WHAT THIS TASK INVOLVES: Every line of the material that mentions the word "buttons" should be copied out.

SOURCE INFORMATION:

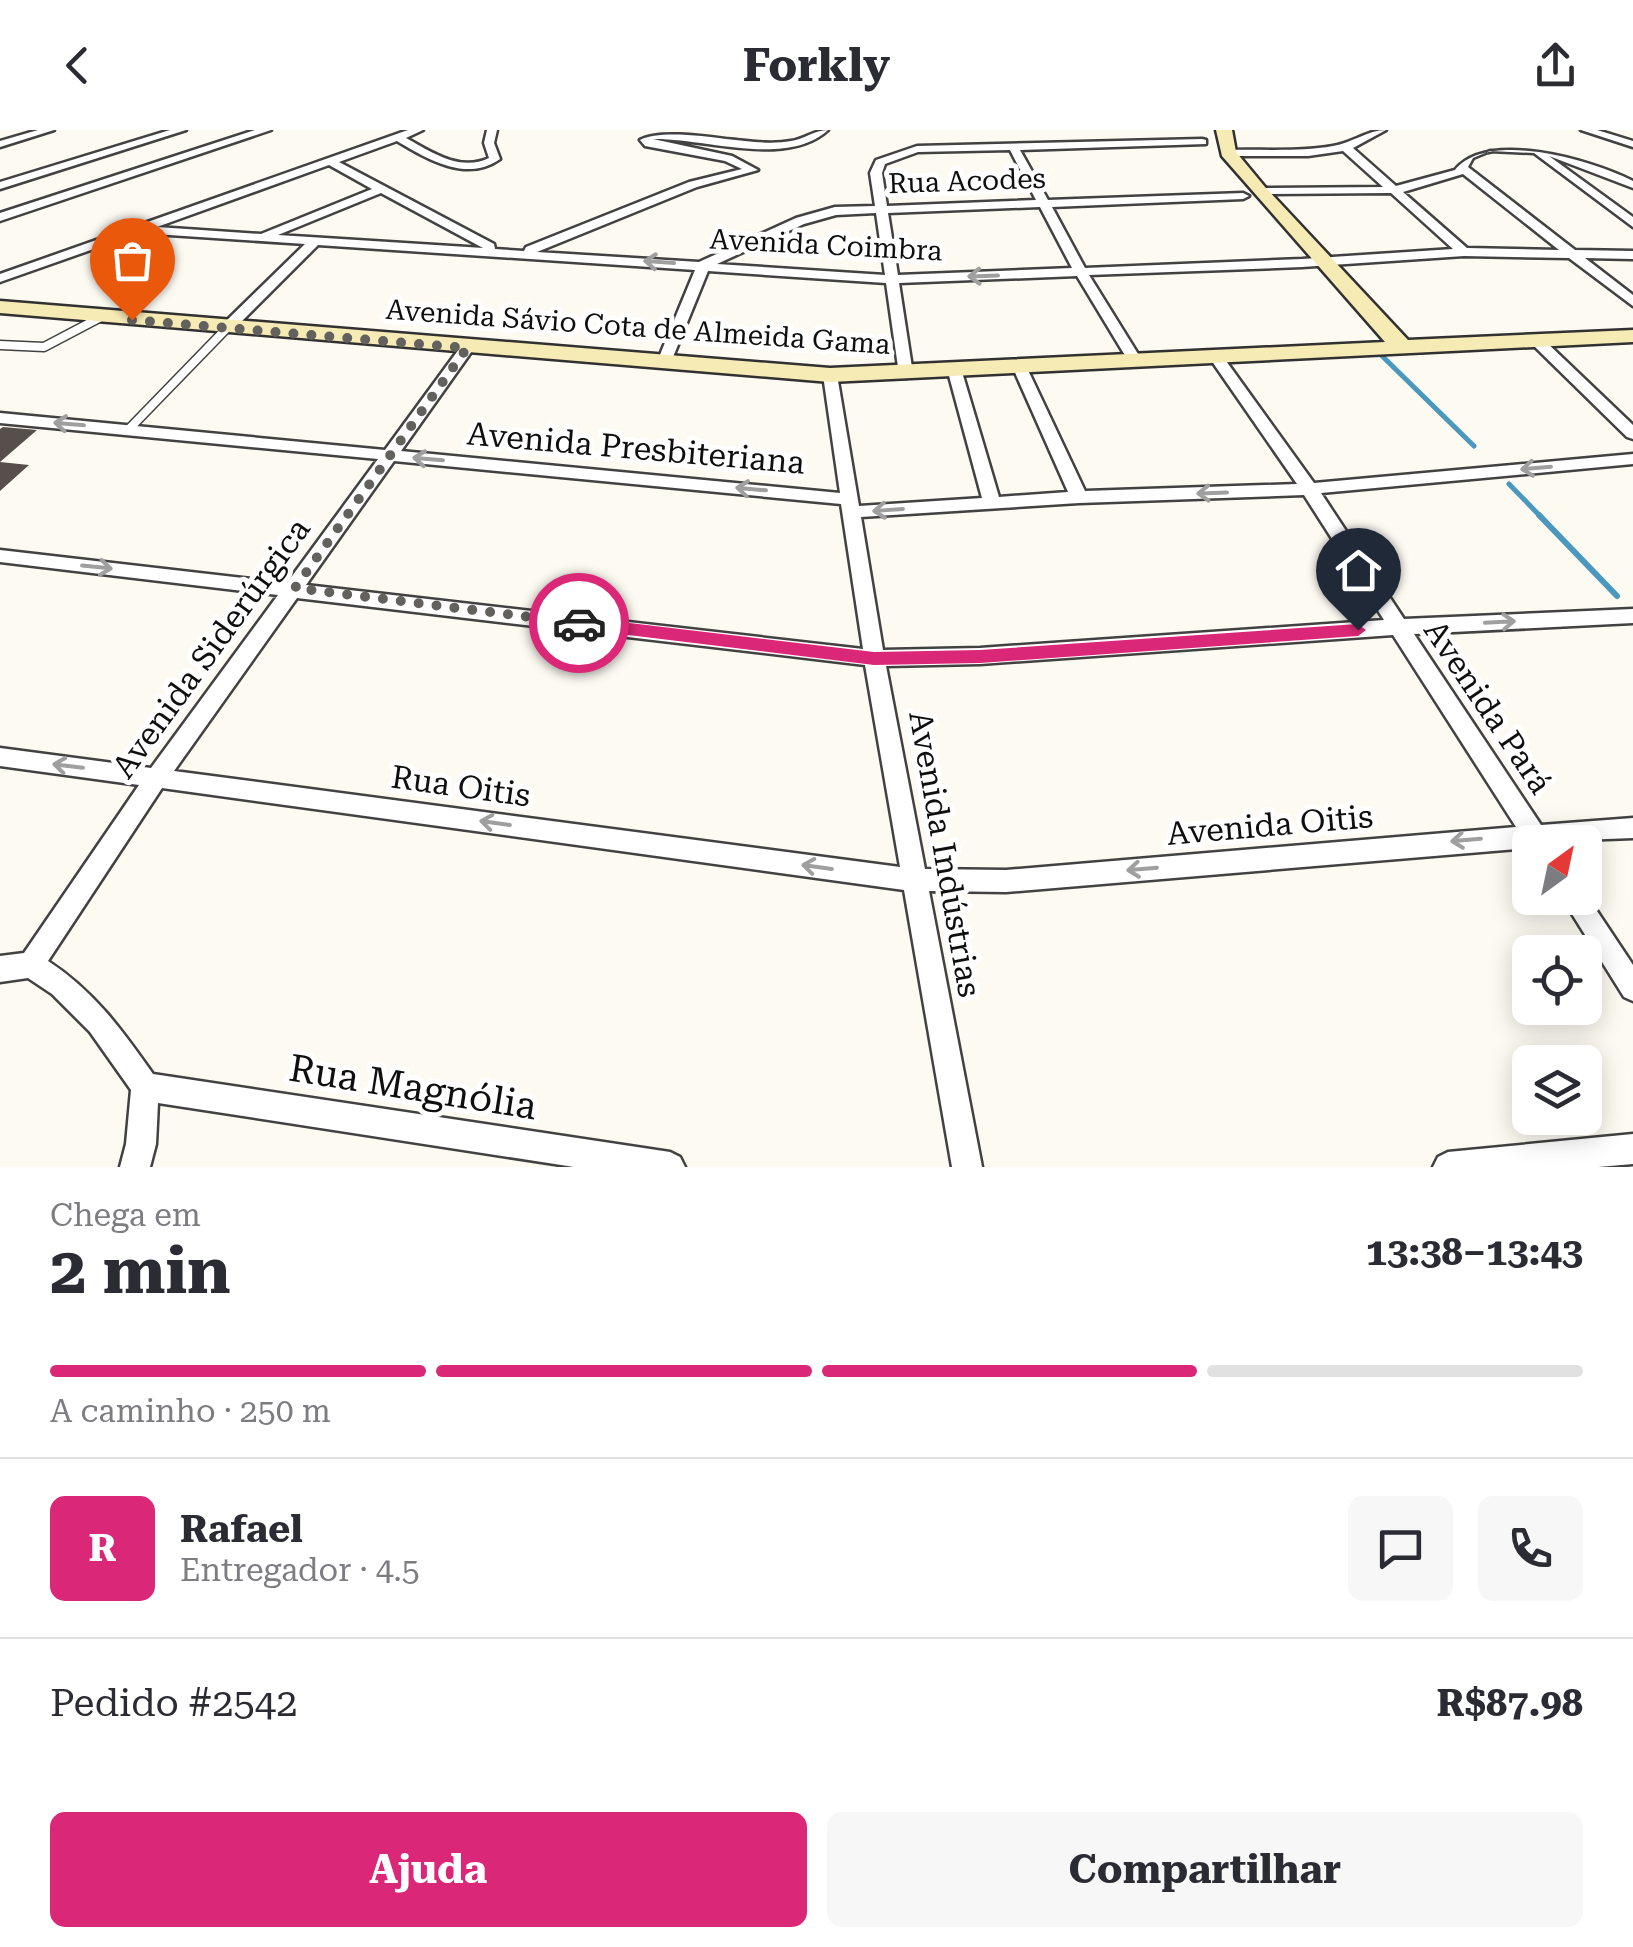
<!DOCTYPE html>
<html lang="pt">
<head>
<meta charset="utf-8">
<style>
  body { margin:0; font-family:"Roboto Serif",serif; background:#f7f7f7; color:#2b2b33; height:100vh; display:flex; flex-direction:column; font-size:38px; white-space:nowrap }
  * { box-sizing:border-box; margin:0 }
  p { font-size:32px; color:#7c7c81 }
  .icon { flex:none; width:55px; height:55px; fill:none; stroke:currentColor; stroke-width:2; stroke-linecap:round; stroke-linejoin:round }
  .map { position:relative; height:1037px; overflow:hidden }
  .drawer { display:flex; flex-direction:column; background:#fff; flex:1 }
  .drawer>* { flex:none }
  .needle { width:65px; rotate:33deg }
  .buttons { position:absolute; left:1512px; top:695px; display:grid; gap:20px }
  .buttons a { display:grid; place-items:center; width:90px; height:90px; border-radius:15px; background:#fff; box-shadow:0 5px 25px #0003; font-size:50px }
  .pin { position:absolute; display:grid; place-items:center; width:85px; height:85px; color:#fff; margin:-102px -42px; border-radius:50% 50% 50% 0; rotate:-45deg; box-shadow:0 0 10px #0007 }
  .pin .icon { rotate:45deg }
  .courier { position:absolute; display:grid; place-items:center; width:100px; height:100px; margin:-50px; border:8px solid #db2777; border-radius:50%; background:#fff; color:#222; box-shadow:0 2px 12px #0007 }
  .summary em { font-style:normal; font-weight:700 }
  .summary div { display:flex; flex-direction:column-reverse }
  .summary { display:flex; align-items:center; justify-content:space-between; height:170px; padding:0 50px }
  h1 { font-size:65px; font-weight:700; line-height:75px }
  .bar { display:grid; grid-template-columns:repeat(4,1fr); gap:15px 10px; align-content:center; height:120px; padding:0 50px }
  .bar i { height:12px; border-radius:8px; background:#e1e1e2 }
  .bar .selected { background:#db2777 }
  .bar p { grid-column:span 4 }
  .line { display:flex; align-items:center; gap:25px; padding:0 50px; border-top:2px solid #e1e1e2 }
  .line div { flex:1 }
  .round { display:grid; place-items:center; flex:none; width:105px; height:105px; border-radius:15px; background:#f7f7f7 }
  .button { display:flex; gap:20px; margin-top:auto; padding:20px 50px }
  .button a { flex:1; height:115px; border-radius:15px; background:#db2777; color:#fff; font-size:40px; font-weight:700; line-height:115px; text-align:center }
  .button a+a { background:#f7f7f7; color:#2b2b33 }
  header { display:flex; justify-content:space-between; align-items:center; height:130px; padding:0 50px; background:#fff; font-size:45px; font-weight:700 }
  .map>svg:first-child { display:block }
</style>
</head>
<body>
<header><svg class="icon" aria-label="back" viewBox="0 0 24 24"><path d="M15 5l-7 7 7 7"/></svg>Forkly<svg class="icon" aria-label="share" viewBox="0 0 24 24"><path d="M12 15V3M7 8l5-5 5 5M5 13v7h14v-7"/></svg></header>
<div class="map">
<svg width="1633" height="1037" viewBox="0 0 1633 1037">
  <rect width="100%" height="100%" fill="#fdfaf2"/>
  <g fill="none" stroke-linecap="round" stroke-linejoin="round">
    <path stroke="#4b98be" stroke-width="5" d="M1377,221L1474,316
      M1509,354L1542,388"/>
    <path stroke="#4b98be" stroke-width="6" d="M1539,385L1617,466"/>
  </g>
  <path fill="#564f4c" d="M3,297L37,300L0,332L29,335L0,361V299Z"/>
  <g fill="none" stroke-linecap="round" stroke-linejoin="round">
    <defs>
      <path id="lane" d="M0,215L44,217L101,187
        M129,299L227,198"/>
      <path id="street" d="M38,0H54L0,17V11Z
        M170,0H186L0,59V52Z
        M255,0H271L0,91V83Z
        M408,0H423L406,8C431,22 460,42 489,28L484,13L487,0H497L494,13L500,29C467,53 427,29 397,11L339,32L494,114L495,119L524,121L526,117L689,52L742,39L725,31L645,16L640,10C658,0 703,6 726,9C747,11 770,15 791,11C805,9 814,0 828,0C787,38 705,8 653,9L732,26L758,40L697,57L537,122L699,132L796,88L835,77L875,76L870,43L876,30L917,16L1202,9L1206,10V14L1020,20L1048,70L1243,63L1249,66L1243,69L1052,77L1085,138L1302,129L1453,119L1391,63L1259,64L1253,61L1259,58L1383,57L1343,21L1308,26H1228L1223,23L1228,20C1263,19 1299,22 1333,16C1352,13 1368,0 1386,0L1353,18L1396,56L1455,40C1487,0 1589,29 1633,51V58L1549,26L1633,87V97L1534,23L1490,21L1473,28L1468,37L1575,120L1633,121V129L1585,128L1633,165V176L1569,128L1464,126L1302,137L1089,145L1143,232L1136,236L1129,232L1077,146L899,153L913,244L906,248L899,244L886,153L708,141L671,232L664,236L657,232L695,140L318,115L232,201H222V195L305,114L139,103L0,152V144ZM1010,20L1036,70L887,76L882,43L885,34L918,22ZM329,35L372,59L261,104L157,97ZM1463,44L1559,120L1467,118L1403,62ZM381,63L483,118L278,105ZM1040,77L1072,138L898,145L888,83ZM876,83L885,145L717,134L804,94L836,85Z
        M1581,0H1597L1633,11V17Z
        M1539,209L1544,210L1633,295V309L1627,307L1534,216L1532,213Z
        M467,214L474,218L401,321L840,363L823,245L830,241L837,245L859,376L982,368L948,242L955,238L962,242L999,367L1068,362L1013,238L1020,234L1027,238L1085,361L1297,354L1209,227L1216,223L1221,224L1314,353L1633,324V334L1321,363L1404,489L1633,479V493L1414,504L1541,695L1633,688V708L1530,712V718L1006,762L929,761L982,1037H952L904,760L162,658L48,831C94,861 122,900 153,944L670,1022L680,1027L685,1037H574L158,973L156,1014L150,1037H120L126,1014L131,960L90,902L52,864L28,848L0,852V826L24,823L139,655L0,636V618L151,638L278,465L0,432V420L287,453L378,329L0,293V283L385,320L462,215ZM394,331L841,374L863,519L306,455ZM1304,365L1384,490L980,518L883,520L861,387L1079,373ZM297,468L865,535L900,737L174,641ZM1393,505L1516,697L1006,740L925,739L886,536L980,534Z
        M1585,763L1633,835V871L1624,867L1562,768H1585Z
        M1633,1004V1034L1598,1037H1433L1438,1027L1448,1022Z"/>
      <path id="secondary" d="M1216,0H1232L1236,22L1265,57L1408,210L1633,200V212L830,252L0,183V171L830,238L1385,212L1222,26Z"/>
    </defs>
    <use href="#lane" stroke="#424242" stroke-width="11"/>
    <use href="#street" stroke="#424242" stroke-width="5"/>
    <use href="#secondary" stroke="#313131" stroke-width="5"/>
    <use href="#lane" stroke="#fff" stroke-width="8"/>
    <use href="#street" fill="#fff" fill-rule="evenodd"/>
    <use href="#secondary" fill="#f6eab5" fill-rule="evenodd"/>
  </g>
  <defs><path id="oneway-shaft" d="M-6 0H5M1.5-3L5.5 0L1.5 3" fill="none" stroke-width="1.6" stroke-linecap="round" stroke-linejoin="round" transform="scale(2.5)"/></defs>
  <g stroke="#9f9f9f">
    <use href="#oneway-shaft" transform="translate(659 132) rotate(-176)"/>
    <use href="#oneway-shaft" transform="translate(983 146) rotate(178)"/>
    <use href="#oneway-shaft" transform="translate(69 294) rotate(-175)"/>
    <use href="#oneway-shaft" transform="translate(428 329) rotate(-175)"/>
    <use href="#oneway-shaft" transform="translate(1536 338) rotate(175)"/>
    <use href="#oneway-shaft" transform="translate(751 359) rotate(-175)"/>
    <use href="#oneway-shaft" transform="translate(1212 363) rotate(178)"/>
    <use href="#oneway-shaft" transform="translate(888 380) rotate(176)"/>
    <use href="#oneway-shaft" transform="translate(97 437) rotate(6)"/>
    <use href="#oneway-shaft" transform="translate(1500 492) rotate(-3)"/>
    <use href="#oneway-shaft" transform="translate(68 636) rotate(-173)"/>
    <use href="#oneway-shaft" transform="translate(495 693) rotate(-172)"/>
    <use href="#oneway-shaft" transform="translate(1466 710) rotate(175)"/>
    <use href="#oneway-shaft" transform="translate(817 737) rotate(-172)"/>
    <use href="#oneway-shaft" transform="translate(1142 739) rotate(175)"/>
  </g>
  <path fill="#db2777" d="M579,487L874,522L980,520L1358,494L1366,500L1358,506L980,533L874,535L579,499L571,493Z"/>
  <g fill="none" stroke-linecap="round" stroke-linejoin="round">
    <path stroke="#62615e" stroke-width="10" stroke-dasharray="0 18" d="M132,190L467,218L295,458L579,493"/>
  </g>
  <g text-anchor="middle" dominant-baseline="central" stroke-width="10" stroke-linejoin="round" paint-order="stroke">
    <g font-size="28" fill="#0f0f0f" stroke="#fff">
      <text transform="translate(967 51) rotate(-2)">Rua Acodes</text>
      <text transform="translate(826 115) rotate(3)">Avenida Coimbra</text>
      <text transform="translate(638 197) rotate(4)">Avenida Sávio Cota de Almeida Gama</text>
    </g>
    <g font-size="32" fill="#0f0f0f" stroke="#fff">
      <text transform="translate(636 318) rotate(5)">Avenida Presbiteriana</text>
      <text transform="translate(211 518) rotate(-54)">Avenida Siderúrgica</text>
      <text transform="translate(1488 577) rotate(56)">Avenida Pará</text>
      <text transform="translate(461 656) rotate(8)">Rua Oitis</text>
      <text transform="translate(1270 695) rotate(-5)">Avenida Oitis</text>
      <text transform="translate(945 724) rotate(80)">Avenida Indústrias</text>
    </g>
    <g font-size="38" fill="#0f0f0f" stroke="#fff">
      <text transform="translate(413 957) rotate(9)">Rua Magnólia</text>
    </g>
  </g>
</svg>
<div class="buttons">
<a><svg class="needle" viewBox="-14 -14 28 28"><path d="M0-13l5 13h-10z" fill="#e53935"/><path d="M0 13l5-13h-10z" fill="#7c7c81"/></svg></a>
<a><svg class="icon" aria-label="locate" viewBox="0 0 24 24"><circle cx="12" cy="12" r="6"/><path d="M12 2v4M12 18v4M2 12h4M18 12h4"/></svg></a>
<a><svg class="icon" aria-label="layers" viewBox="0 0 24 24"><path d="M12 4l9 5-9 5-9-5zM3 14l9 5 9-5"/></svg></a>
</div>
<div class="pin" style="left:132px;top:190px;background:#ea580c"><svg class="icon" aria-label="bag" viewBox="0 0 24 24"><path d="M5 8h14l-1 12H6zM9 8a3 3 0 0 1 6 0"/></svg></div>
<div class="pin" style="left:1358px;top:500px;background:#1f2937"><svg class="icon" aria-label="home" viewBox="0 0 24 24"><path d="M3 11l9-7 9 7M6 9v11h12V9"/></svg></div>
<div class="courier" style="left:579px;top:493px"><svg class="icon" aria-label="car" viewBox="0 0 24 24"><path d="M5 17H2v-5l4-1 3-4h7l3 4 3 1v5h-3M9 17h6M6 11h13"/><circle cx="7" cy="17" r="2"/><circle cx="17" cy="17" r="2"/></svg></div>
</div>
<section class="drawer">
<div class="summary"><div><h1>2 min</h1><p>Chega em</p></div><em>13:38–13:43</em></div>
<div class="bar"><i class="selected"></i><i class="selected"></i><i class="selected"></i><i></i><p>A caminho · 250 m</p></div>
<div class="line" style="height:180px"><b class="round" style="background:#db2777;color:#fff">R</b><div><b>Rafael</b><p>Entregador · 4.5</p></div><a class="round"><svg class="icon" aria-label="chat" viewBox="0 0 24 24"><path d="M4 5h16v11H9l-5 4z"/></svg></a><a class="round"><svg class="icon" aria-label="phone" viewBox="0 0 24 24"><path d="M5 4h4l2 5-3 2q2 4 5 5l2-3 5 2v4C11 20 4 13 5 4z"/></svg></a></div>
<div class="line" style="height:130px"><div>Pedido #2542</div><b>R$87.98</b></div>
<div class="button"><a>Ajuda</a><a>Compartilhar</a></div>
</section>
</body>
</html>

RESPONSE TO THIS TASK:
  .buttons { position:absolute; left:1512px; top:695px; display:grid; gap:20px }
  .buttons a { display:grid; place-items:center; width:90px; height:90px; border-radius:15px; background:#fff; box-shadow:0 5px 25px #0003; font-size:50px }
<div class="buttons">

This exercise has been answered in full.